Prompt: Select the lines below containing the word "from".

Data supplied:

========================

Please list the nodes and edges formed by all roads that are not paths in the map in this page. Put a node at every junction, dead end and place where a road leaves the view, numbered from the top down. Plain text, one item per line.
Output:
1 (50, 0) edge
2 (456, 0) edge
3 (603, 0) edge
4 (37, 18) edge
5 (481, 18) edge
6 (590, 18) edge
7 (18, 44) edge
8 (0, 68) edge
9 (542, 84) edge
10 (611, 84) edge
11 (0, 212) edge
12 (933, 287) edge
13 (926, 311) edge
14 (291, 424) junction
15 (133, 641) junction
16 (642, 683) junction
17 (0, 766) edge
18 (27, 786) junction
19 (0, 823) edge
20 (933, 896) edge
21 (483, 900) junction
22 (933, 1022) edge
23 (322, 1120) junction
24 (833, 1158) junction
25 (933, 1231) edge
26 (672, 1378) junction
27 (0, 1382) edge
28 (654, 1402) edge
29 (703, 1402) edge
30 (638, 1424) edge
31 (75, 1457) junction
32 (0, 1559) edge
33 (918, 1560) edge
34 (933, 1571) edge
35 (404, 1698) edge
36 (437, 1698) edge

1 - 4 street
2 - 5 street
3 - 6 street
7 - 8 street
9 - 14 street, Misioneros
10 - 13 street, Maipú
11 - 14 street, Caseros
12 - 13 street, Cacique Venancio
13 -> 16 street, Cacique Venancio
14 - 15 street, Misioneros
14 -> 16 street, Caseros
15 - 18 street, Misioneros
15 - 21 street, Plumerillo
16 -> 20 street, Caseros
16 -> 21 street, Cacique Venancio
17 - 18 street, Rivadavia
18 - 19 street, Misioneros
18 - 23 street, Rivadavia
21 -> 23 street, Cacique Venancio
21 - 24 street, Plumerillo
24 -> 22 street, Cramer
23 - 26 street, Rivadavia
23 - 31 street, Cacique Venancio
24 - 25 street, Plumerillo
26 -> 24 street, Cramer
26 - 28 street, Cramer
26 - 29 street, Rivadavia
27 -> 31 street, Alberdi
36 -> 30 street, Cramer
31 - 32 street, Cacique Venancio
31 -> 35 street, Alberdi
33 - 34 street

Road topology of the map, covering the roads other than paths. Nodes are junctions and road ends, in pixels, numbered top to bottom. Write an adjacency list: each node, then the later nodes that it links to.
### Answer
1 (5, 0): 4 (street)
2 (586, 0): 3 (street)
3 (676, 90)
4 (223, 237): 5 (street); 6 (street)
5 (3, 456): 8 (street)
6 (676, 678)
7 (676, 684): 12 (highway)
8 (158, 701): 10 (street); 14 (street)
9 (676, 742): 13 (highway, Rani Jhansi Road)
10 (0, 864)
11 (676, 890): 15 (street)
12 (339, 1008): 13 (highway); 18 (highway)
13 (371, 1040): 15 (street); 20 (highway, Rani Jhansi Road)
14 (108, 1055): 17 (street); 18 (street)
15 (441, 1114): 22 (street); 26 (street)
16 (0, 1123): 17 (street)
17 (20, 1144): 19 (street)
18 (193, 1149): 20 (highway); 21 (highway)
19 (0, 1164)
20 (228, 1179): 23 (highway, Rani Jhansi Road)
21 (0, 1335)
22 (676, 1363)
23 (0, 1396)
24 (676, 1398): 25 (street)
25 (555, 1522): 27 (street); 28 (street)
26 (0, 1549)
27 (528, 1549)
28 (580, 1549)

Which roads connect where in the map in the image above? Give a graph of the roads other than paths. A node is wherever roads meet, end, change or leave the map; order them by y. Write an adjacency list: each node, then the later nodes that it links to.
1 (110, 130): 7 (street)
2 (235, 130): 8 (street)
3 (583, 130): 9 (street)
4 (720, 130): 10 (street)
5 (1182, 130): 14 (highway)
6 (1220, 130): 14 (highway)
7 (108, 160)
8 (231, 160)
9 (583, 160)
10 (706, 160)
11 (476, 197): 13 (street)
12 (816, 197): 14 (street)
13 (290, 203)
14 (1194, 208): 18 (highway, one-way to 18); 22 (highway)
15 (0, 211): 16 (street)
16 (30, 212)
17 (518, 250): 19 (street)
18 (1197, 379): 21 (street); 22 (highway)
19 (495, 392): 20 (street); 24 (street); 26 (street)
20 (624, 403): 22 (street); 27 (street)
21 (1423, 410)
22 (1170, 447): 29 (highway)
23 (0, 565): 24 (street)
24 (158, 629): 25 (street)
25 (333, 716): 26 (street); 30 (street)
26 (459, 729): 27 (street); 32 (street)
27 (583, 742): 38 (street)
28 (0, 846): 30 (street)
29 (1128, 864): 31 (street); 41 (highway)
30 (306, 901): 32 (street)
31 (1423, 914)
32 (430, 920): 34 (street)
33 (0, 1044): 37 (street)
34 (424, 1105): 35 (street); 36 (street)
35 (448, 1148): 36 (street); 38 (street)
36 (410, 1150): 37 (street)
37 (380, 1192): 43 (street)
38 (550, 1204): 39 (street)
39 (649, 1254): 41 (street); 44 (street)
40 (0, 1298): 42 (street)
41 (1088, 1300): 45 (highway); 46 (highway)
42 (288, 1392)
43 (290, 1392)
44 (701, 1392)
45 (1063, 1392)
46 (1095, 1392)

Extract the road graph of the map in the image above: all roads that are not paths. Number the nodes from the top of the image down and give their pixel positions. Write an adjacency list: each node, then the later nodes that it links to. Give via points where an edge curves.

========================

Answer section:
Please list the nodes and edges formed by all roads that are not paths in the map in this page. Put a node at every junction, dead end and place where a road leaves the view, numbered from the top down. Plain text, one item per line.
Extract the road graph of the map in the image above: all roads that are not paths. Number the nodes from the top of the image down and give their pixel positions. Write an adjacency list: each node, then the later nodes that it links to. Give via points where an edge curves.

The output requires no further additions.